Epigenetics and Antifragility

Lamarck’s Revenge

When I was young undergraduate in Biology 1001 my lecturer told we, the youthful bright-eyed audience, about the ludicrous, discredited evolutionary theory of Jean-Baptiste Lamarck. Lamarck, we were informed, laughably believed that animals acquired their defining physical characteristics due to the use of that characteristic by their parents.

The memorable example, revealed to several hundred of us in the vast lecture theatre, was the giraffe. Lamarckian evolution would postulate that mamma giraffe would strain her neck during her lifetime to reach high leaves. Later, upon producing offspring, bubba giraffe would be born with a slightly longer neck than expected. Bats’ wings. Tigers’ claws. Walrus’ tusks. All the wonder of the animal kingdom the result of parental stress and striving.

The lecturer stressed just how thick this theory was and then introduced us to Charles Darwin, who swept away the Lamarckian darkness 50 years after the death of the befuddled Frenchman. And we were invited to pelt rotten fruit at the enormous projected image of Jean-Baptiste, while Charles’ image was to be showered with garlands of flowers.

But now Lamarck seems to be having the last laugh.


When I was quite a bit older, I attended postgraduate education in psychology. I was told about the Dutch Hunger Winter, a famine during Late World War II. The babies that were in gestation during this period went on to have higher rates of mental illnesses (and physical illnesses as well). But interestingly, children of women who were in gestation also had higher levels of mental illnesses. Illnesses thought to have a substantial genetic competent like schizophrenia.

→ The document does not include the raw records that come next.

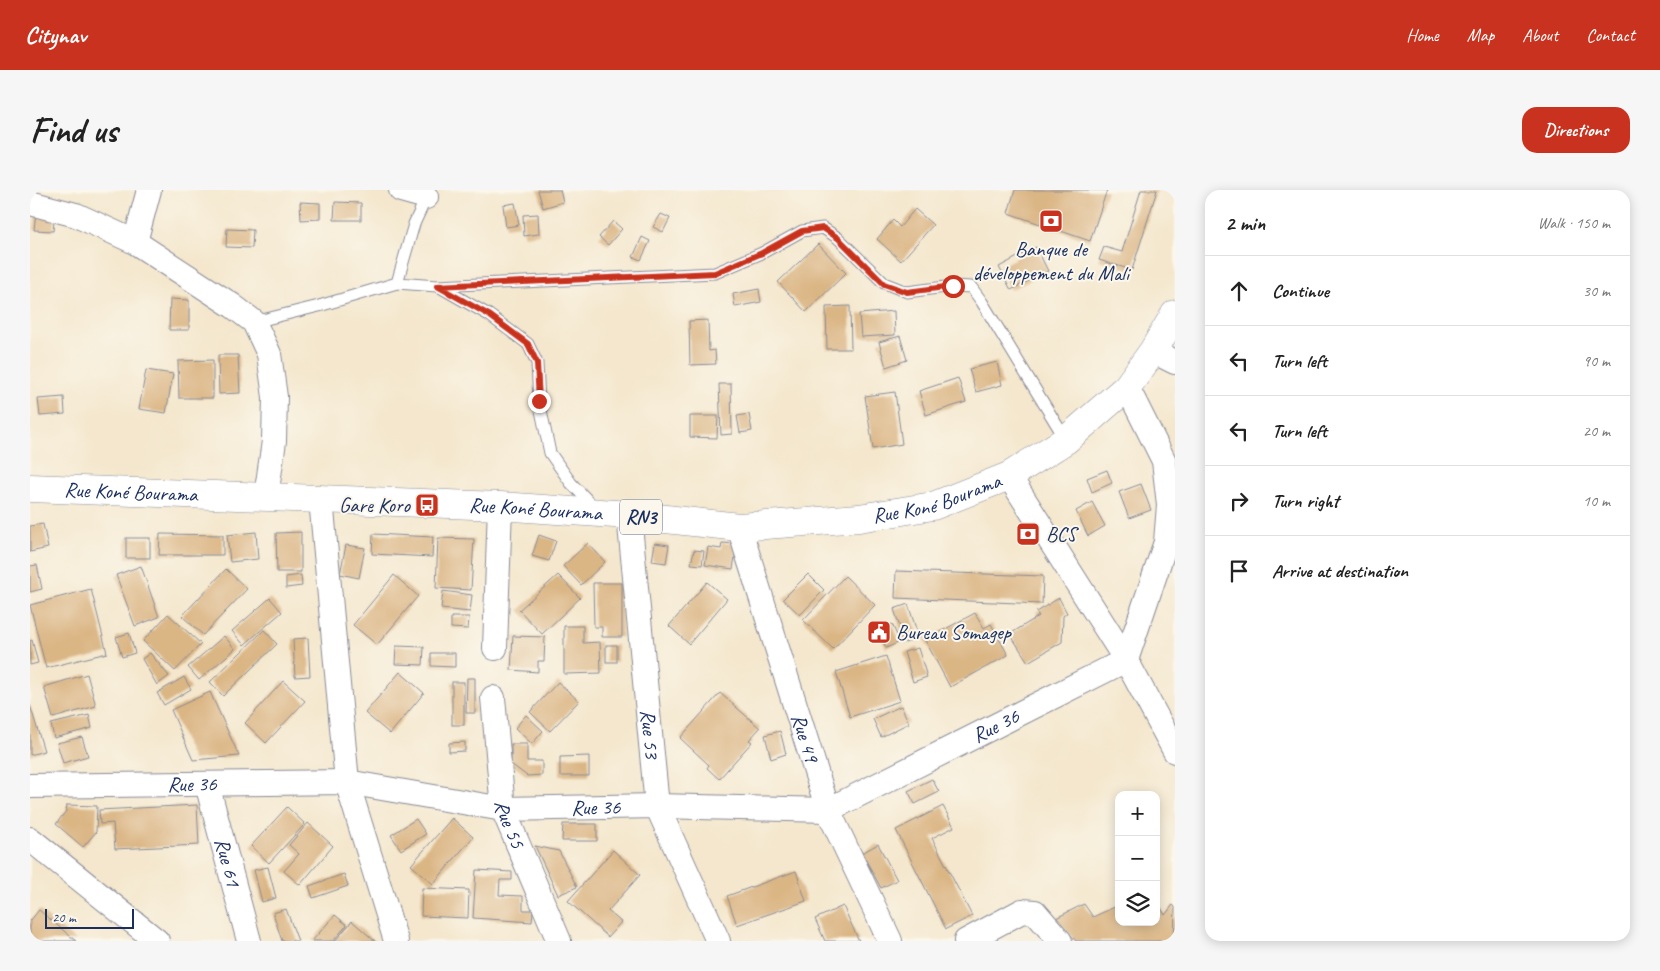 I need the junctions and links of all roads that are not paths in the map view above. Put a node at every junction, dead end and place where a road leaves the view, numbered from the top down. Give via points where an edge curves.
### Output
1 (149, 190) edge
2 (401, 190) edge
3 (429, 194) edge
4 (30, 203) edge
5 (135, 242) junction
6 (397, 283) junction
7 (437, 286) junction
8 (1175, 314) edge
9 (254, 322) junction
10 (1164, 356) edge
11 (1127, 387) junction
12 (1066, 440) junction
13 (1169, 462) edge
14 (1009, 476) junction
15 (30, 488) edge
16 (266, 496) junction
17 (322, 499) junction
18 (500, 506) junction
19 (600, 513) junction
20 (629, 515) junction
21 (739, 527) junction
22 (495, 648) dead end
23 (1126, 660) junction
24 (493, 698) dead end
25 (1175, 751) edge
26 (347, 782) junction
27 (207, 784) junction
28 (30, 786) edge
29 (657, 806) junction
30 (503, 810) junction
31 (828, 810) junction
32 (30, 840) edge
33 (158, 941) edge
34 (249, 941) edge
35 (396, 941) edge
36 (560, 941) edge
37 (718, 941) edge
38 (890, 941) edge
39 (966, 941) edge
40 (1060, 941) edge

1 - 5 street
2 - 3 street
3 - 6 lane via 414,224
4 - 5 street via 76,215
5 - 9 street
6 - 7 lane
6 - 9 lane
7 - 12 lane via 715,273 802,231 823,228 838,238 884,284 907,292 971,287
7 - 19 lane via 489,315 528,344 537,363 539,401 550,453 571,483
8 - 10 highway, Rue Koné Bourama / RN3
9 - 16 street via 269,354 275,397 274,441
10 - 11 highway, Rue Koné Bourama / RN3
11 - 12 highway, Rue Koné Bourama / RN3
11 - 13 street
12 - 14 highway, Rue Koné Bourama / RN3
13 - 23 street via 1166,542
14 - 21 highway, Rue Koné Bourama / RN3 via 933,506 859,518
14 - 23 street
15 - 16 highway, Rue Koné Bourama / RN3
16 - 17 highway, Rue Koné Bourama / RN3
17 - 18 highway, Rue Koné Bourama / RN3
17 - 26 street
18 - 19 highway, Rue Koné Bourama / RN3
18 - 22 street
19 - 20 highway, Rue Koné Bourama / RN3
20 - 21 highway, Rue Koné Bourama / RN3
20 - 29 street, Rue 53
21 - 31 street, Rue 49
23 - 25 street
23 - 31 street, Rue 36
24 - 30 street, Rue 55
26 - 27 street, Rue 36
26 - 30 street, Rue 36
26 - 35 street
27 - 28 street, Rue 36
27 - 34 street, Rue 61
29 - 30 street, Rue 36
29 - 31 street, Rue 36
29 - 37 street, Rue 53
30 - 36 street, Rue 55
31 - 38 street, Rue 49
32 - 33 street
39 - 40 street via 1022,911 1035,912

We often think of genes as an “instruction manual” for making a certain living thing. We think usually think of this in terms of nature vs nurture. A cactus will always be a cactus, a frog will always be a frog. We can nurture a cactus or a frog to be slightly bigger or healthier. But no matter how you nurture a cactus, it will never become a frog. It won’t change its nature; our genetic instruction manual is written in permanent ink and won’t allow it. We’ve traditionally thought of nature/genetics as unbending to the forces of nurture.

We are now finding that the process of unfolding a living organism is actually more complex. An emerging finding from the last 20 years is that lifestyle factors of the parents of organisms can influence, in predictable ways, the characteristics of the offspring. This process is known as epigenetics.

At every stage of the developmental process, the emerging lifeform interacts with the environment (in mammals, like us, the early developmental environment is the uterus). During development, certain genetic “switches” are turned on or off, depending on the hormones and other chemicals present in utero. These switches may have a profound impact on observable characteristics (the phenotype) of the lifeform.

As the Dutch famine example indicates, lifetime stress can pass through generations. Other research has indicated that the American Civil War left a negative epigenetic impact. Likewise, the Holocaust.

Antifragility across Generations

So, how does antifragility fit into all this?

The famous epigenetic studies on human psychology centre on the deleterious effects of parental stress upon the offspring. War, famine, concentration camps. These truly are toxic levels of stress; these experiences have harmful effects on the health of the people who live through them. It seems normal that they would have harmful effect on future generations as well.

But what about moderate amounts of stress? Would moderately stressful experiences lead to a moderately negative impact on future generations?

A recent study, led by Dr Jeff Gidday published in the Journal of Investigative Ophthalmology & Visual Sciences shines a little light on the situation. Dr Jeff and friends exposed a bunch of mice to intermittent mild hypoxia – low oxygen levels the like of which might be caused be living at high altitudes or by exercising vigorously – prior to mating.

The offspring of these mice had retinas that were more resilient to injuries than those with parents not exposed to hypoxic conditions. Not all stress is bad for you one of the lead researchers said.

This is the early days of this type of research. This study is one of the first of its kind. It is not studying humans. Nevertheless, it is interesting to speculate whether a moderate amount of stress might fortify the next generation of young people.

So, there you have it. Jean-Baptiste Lamarck, not such an idiot after all! And toxic stress – bad for your children, and perhaps your children’s children down to the fourth generation (to paraphrase the bible). And bit of mild stress – well that makes you better, antifragile – and maybe helps your unborn kids too.